But consider this: I think most people have dreamed of family, friends, co-workers, people in the past or even those basic "stock characters" -- and no matter what our interactions are with them in these dreams, none of these "other persons" within the dream are actually "other persons" at all. If your father is, for example, angry with you in a dream, that isn't really your father expressing anger -- it is yourself, the dreamer, who is angry.

 

As a metaphor, this suggests to me that the "self" we believe exists (as an essential, reified, independent object) is actually a distortion of the unified whole-- and only through such a distortion do we make the error of thinking we can have good without bad, or beautiful without ugly, or pleasure without suffering, etc. These distortions then lead us to actions which do inevitably rebound upon us because we AREN'T separate from the whole.
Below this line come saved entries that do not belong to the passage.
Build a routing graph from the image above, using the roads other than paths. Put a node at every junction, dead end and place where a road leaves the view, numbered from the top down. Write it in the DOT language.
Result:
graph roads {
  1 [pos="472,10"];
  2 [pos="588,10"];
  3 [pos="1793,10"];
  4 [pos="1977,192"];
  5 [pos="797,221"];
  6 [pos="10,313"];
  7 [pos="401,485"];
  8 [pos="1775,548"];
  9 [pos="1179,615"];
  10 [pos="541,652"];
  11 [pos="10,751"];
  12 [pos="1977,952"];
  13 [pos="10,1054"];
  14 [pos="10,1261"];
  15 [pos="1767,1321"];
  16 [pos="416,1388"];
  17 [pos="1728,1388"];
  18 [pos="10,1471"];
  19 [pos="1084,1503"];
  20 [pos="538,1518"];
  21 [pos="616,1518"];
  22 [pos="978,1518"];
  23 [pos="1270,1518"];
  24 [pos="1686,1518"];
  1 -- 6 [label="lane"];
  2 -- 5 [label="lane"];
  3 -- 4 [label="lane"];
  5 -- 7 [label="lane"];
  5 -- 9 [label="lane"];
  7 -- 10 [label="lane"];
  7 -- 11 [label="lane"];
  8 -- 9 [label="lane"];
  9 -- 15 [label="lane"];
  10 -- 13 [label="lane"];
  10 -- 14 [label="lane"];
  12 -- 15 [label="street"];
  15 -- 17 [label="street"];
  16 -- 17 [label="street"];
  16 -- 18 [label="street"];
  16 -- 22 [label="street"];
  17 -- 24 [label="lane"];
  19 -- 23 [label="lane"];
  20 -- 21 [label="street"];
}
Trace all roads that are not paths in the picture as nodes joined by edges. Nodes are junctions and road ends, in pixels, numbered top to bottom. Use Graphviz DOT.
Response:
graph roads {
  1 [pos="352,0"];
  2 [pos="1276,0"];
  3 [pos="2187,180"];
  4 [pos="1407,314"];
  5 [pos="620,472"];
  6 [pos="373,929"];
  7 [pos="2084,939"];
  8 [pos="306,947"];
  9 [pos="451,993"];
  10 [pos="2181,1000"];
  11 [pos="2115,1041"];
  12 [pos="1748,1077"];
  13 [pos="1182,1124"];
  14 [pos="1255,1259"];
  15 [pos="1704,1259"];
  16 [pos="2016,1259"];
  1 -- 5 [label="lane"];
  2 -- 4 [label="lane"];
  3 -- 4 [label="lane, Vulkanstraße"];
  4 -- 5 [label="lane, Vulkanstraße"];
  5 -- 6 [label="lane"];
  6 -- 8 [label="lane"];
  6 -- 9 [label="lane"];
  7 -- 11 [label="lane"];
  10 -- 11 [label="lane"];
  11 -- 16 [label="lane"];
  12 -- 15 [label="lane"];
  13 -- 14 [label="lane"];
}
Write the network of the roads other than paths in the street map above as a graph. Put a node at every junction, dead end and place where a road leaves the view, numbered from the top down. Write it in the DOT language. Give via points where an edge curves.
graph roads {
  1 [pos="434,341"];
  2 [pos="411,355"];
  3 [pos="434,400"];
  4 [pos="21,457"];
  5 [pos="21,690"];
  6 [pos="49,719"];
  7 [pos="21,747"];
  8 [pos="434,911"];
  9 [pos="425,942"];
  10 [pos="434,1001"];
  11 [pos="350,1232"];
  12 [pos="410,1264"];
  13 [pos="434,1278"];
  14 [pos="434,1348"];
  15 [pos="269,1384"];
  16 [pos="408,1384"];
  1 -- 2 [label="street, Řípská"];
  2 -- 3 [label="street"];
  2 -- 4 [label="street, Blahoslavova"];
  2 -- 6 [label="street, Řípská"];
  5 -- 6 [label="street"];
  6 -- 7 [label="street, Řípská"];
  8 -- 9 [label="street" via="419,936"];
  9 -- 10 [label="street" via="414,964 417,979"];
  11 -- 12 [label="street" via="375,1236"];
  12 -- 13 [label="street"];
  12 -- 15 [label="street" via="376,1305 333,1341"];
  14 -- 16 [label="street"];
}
Ralph Waldo Emerson's essay "Compensation" serves as the perfect commentary for the second chapter of the Daodejing in this respect.

 

I think this is why stillness of the mind/body (via certain forms of meditation) is vital to "smoothing out" those distortions, so to speak. The less stillness, the more distortion, and the more distortion, the less clarity. Many of our struggles in life are really just struggles with this "self" which believes itself to be "real" -- as a reified, seperate independent being -- which is very similar to how we experience the "self" in dreams.

 

Such meditative practices don't get one out of the unreal and into the real because there is no "outside" at all. There is only experience. Maybe Zhuangzi's point is that it doesn't really matter if reality is "real" or "just a dream" -- in the end, there is only this one experience, the one life we are now living.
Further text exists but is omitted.